--- Collected data entries ---
:::
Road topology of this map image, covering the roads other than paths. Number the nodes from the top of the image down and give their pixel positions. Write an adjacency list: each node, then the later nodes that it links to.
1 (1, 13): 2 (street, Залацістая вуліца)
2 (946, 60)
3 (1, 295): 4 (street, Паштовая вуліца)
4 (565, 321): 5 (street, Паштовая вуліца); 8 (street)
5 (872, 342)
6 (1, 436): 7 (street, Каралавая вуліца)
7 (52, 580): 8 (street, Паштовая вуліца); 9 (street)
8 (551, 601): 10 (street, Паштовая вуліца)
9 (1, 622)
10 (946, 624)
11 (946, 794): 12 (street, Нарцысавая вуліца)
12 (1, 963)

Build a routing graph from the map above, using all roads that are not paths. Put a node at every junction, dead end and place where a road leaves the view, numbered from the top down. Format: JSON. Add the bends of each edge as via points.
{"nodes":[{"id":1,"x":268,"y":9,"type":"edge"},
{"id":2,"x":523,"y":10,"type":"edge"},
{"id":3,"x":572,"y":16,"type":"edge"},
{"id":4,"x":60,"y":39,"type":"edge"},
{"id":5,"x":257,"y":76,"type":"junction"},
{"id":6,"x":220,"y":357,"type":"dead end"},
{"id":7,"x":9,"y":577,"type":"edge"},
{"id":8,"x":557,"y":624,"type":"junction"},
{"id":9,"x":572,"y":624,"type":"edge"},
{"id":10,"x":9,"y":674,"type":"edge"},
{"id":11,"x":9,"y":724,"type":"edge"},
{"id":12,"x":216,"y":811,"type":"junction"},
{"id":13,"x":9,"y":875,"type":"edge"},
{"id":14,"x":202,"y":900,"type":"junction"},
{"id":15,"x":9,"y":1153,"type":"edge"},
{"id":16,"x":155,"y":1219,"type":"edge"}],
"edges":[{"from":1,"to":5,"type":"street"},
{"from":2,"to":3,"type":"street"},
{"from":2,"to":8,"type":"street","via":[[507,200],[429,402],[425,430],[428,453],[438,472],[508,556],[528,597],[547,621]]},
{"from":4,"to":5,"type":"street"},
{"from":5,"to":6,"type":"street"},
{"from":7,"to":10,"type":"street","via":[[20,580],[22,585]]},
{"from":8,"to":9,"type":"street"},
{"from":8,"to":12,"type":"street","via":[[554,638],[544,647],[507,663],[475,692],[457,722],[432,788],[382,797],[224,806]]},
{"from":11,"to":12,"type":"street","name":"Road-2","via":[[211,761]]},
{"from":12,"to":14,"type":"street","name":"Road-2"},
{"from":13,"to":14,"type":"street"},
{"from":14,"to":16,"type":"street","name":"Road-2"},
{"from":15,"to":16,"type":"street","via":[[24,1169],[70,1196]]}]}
:::
--- TASK REQUIREMENTS ---
Reproduce the data shown above exactly.

--- EXERCISE ANSWER ---
Road topology of this map image, covering the roads other than paths. Number the nodes from the top of the image down and give their pixel positions. Write an adjacency list: each node, then the later nodes that it links to.
1 (1, 13): 2 (street, Залацістая вуліца)
2 (946, 60)
3 (1, 295): 4 (street, Паштовая вуліца)
4 (565, 321): 5 (street, Паштовая вуліца); 8 (street)
5 (872, 342)
6 (1, 436): 7 (street, Каралавая вуліца)
7 (52, 580): 8 (street, Паштовая вуліца); 9 (street)
8 (551, 601): 10 (street, Паштовая вуліца)
9 (1, 622)
10 (946, 624)
11 (946, 794): 12 (street, Нарцысавая вуліца)
12 (1, 963)

Build a routing graph from the map above, using all roads that are not paths. Put a node at every junction, dead end and place where a road leaves the view, numbered from the top down. Format: JSON. Add the bends of each edge as via points.
{"nodes":[{"id":1,"x":268,"y":9,"type":"edge"},
{"id":2,"x":523,"y":10,"type":"edge"},
{"id":3,"x":572,"y":16,"type":"edge"},
{"id":4,"x":60,"y":39,"type":"edge"},
{"id":5,"x":257,"y":76,"type":"junction"},
{"id":6,"x":220,"y":357,"type":"dead end"},
{"id":7,"x":9,"y":577,"type":"edge"},
{"id":8,"x":557,"y":624,"type":"junction"},
{"id":9,"x":572,"y":624,"type":"edge"},
{"id":10,"x":9,"y":674,"type":"edge"},
{"id":11,"x":9,"y":724,"type":"edge"},
{"id":12,"x":216,"y":811,"type":"junction"},
{"id":13,"x":9,"y":875,"type":"edge"},
{"id":14,"x":202,"y":900,"type":"junction"},
{"id":15,"x":9,"y":1153,"type":"edge"},
{"id":16,"x":155,"y":1219,"type":"edge"}],
"edges":[{"from":1,"to":5,"type":"street"},
{"from":2,"to":3,"type":"street"},
{"from":2,"to":8,"type":"street","via":[[507,200],[429,402],[425,430],[428,453],[438,472],[508,556],[528,597],[547,621]]},
{"from":4,"to":5,"type":"street"},
{"from":5,"to":6,"type":"street"},
{"from":7,"to":10,"type":"street","via":[[20,580],[22,585]]},
{"from":8,"to":9,"type":"street"},
{"from":8,"to":12,"type":"street","via":[[554,638],[544,647],[507,663],[475,692],[457,722],[432,788],[382,797],[224,806]]},
{"from":11,"to":12,"type":"street","name":"Road-2","via":[[211,761]]},
{"from":12,"to":14,"type":"street","name":"Road-2"},
{"from":13,"to":14,"type":"street"},
{"from":14,"to":16,"type":"street","name":"Road-2"},
{"from":15,"to":16,"type":"street","via":[[24,1169],[70,1196]]}]}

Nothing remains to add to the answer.